The fictional stories of a classroom of Xavier’s are vivid and rocking gently on the ripples and one can easily forget the time lapse. The junior students that can seem one-dimensional in the early days turn into rounded human beings once they are grown and matured. The protagonist, Tony, was creative, bold and along with some of the fictional Sunnys’ of his class raised objections to the teachers’ tirade time and again and got punished in the process. Furthermore, he had a great passion of seeking autographs from the various Public Figures.

Those student days revealed the fallacies of early jealousies, petty fights, class room fun and unadulterated adulation for winning mileposts. Much of the content was timeless and one could occasionally catch glimpses of the stolen moments of Calcutta.
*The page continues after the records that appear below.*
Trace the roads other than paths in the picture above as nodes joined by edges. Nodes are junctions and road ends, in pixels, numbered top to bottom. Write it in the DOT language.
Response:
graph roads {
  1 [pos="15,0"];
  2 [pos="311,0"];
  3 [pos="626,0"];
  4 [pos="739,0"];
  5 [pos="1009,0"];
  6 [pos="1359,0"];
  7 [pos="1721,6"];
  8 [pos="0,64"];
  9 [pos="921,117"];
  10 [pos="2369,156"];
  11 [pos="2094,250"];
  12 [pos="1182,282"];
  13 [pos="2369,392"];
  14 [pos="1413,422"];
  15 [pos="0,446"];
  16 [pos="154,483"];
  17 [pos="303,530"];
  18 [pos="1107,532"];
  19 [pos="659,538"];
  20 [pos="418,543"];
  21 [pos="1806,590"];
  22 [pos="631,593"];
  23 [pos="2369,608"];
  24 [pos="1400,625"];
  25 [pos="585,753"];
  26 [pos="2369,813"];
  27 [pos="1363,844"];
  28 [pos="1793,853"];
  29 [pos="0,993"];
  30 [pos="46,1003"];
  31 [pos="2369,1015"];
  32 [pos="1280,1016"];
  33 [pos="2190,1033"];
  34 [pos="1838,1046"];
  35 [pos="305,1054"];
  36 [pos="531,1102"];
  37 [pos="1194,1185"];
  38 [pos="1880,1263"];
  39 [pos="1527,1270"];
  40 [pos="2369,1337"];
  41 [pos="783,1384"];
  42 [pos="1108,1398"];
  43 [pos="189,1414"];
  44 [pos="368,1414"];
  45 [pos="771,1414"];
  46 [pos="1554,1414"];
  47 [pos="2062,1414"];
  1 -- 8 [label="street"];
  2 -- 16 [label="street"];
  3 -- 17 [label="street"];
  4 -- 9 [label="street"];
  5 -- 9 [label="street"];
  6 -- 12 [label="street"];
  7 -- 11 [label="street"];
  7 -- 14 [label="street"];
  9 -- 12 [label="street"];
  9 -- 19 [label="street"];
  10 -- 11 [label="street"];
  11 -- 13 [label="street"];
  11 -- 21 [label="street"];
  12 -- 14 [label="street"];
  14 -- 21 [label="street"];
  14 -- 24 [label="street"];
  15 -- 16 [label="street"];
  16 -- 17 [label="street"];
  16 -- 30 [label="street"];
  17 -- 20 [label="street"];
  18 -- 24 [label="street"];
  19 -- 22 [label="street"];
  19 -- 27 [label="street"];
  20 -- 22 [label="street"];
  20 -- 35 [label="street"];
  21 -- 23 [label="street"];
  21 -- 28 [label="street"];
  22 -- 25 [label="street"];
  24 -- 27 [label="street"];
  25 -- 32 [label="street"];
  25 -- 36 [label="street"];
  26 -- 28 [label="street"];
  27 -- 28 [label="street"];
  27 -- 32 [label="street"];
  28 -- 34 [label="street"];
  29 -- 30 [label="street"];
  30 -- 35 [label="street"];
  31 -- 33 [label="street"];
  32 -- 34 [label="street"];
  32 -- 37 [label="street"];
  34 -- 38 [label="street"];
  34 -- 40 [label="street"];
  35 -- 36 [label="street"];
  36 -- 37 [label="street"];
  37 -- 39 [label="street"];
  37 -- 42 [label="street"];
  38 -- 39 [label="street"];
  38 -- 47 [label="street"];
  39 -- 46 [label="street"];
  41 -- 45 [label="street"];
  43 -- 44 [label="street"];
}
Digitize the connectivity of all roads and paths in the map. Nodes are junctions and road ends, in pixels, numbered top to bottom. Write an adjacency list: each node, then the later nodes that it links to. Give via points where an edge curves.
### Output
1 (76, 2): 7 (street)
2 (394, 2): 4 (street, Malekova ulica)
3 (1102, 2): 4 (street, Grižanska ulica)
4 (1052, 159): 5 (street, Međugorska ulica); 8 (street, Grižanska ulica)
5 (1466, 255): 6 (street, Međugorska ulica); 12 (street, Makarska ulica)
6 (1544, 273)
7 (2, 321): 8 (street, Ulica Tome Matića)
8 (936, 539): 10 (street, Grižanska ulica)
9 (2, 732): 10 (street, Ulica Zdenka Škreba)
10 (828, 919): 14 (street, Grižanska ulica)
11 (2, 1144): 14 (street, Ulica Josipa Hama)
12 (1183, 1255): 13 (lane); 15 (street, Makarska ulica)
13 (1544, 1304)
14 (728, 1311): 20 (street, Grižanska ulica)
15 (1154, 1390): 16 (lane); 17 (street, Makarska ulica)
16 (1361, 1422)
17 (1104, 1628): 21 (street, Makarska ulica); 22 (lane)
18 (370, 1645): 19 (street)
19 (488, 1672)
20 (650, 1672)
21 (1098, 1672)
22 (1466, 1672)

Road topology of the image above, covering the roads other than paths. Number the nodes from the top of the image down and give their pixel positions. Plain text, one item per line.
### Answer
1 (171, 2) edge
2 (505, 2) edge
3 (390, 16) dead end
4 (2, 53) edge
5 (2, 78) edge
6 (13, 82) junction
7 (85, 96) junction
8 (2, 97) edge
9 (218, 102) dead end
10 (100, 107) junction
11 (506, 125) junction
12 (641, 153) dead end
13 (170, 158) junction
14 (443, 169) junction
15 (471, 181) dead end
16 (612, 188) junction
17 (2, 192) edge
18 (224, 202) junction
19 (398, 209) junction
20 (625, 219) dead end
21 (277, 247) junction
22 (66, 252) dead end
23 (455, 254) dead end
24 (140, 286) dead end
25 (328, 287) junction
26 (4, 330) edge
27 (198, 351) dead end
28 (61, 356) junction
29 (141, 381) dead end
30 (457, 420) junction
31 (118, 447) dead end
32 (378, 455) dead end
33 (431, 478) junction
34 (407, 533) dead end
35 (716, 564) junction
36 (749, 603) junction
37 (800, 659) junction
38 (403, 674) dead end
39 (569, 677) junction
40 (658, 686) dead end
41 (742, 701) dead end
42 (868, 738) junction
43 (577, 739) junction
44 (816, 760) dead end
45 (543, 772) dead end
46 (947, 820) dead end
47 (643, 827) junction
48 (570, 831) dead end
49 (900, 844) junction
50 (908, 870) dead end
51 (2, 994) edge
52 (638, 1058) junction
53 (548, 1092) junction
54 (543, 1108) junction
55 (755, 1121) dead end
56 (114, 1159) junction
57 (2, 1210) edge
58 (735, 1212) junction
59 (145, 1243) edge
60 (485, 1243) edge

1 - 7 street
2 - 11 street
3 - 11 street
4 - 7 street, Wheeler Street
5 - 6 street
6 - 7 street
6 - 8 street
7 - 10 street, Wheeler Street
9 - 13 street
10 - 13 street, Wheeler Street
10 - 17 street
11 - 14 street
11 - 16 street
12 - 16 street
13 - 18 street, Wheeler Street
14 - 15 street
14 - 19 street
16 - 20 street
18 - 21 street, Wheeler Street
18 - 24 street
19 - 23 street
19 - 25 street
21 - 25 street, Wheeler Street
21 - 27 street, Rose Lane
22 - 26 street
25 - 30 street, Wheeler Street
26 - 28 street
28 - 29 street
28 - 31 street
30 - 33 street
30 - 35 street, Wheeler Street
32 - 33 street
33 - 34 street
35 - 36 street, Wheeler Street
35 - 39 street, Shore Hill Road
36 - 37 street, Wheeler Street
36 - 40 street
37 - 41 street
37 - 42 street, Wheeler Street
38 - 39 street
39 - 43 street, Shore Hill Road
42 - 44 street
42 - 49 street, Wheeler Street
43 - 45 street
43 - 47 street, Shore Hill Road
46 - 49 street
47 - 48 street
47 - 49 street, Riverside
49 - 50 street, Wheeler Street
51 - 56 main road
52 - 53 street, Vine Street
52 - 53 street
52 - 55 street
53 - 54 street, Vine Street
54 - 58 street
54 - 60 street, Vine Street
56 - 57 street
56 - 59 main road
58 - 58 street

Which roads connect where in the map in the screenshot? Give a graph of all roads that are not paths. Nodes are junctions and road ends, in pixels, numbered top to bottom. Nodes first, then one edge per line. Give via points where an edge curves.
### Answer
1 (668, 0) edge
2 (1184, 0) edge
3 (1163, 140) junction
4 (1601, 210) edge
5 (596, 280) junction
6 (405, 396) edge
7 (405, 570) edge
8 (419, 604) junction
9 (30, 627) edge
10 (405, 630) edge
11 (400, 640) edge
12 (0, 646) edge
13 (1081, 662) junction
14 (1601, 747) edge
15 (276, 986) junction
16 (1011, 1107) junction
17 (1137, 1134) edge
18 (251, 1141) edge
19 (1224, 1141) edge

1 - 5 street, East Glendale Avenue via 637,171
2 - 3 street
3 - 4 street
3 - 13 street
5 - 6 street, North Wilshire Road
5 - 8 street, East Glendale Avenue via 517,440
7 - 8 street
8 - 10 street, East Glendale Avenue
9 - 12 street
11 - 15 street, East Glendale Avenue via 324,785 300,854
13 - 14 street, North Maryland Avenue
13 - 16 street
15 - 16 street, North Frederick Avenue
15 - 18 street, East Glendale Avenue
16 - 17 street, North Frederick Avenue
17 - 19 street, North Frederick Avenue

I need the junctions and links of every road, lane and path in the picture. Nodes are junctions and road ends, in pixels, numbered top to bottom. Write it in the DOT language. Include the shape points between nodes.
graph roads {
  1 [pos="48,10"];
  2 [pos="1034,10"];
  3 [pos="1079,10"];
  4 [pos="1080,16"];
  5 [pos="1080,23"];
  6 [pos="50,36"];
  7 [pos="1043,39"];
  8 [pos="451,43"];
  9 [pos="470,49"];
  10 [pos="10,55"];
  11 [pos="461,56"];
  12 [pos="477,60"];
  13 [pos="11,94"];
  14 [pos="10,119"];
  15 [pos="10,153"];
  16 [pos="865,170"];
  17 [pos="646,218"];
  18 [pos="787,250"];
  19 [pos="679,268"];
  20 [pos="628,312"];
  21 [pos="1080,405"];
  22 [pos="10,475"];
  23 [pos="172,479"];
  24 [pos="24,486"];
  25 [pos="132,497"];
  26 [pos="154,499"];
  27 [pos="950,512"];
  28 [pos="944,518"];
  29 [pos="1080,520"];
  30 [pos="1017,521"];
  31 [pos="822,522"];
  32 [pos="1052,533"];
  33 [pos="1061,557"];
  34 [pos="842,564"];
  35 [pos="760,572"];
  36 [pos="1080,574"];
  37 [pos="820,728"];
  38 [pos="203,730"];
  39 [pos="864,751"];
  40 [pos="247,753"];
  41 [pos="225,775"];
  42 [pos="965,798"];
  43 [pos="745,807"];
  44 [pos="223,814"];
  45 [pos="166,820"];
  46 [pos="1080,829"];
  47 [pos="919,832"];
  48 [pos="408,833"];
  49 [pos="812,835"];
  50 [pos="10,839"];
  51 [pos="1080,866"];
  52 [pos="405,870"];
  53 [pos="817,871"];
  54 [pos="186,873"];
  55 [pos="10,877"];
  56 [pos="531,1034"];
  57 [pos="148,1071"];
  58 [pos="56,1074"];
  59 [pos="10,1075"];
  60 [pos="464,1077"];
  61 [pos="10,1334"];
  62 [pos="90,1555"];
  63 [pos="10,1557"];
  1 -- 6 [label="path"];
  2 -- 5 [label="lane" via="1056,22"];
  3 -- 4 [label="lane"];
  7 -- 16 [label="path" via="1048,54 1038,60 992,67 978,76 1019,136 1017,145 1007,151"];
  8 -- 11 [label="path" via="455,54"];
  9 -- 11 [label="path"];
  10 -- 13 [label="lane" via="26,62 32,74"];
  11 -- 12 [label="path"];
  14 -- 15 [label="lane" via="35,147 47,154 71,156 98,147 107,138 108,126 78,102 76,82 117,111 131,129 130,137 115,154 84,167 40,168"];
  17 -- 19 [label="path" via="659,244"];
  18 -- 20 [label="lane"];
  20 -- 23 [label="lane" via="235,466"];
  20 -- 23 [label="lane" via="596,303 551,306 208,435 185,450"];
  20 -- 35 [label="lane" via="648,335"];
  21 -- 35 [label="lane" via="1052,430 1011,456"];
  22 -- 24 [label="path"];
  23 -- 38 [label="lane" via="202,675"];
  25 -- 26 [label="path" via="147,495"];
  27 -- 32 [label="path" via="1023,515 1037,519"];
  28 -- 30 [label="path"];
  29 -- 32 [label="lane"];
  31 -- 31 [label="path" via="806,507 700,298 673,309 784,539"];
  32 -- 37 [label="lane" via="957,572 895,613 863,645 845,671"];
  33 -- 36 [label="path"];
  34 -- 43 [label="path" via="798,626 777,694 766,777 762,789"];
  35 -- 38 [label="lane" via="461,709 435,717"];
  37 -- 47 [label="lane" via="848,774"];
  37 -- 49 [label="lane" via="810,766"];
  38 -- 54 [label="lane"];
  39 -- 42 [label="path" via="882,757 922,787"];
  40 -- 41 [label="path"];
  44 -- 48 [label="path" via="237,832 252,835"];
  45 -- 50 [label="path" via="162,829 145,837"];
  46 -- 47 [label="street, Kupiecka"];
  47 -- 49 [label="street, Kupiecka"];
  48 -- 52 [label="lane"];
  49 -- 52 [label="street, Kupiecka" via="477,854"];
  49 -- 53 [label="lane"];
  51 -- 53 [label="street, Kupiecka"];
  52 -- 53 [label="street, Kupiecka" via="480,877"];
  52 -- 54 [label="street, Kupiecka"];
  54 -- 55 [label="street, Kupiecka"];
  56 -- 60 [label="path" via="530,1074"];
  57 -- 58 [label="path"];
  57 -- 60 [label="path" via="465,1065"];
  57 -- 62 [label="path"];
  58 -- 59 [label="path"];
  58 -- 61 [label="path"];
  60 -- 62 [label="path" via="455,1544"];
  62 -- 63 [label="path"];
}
‘Short street ran right between St Xavier’s primary school and high school. There was something about Short Street that made traffic behave itself. Yellow taxis ceased to honk and drove past quietly. Rickshawalas held their bell and ran by with their patrons. Private vehicles muffled their curses till they were well past Camac Street. The two buildings on either side of the road commanded respect and awe.’

Peppered with autographs and amusing anecdotes, the readers are led through a mix of nostalgia, heartbreak, betrayal, humour, fun, love and profound acceptance. The protagonist Tony remains as if a child blossoming inside throughout but the insights or witnesses are not lost in the process.

Tony V. Francis’s ‘The Autograph Seeker’ is a dazzling excavation of the glimmering San Souci theatre of yesteryears and how a collision of fates can transform the inner worlds of Tony and his unspeaking lover Vinny. This atmospheric novel is truly an ode to the loss and gain of loving what will forever be just out of reach.

The cover design is entrancing. This smart, consummately accomplished novel is just the kind of book that you’ll want to recommend to others over and over again.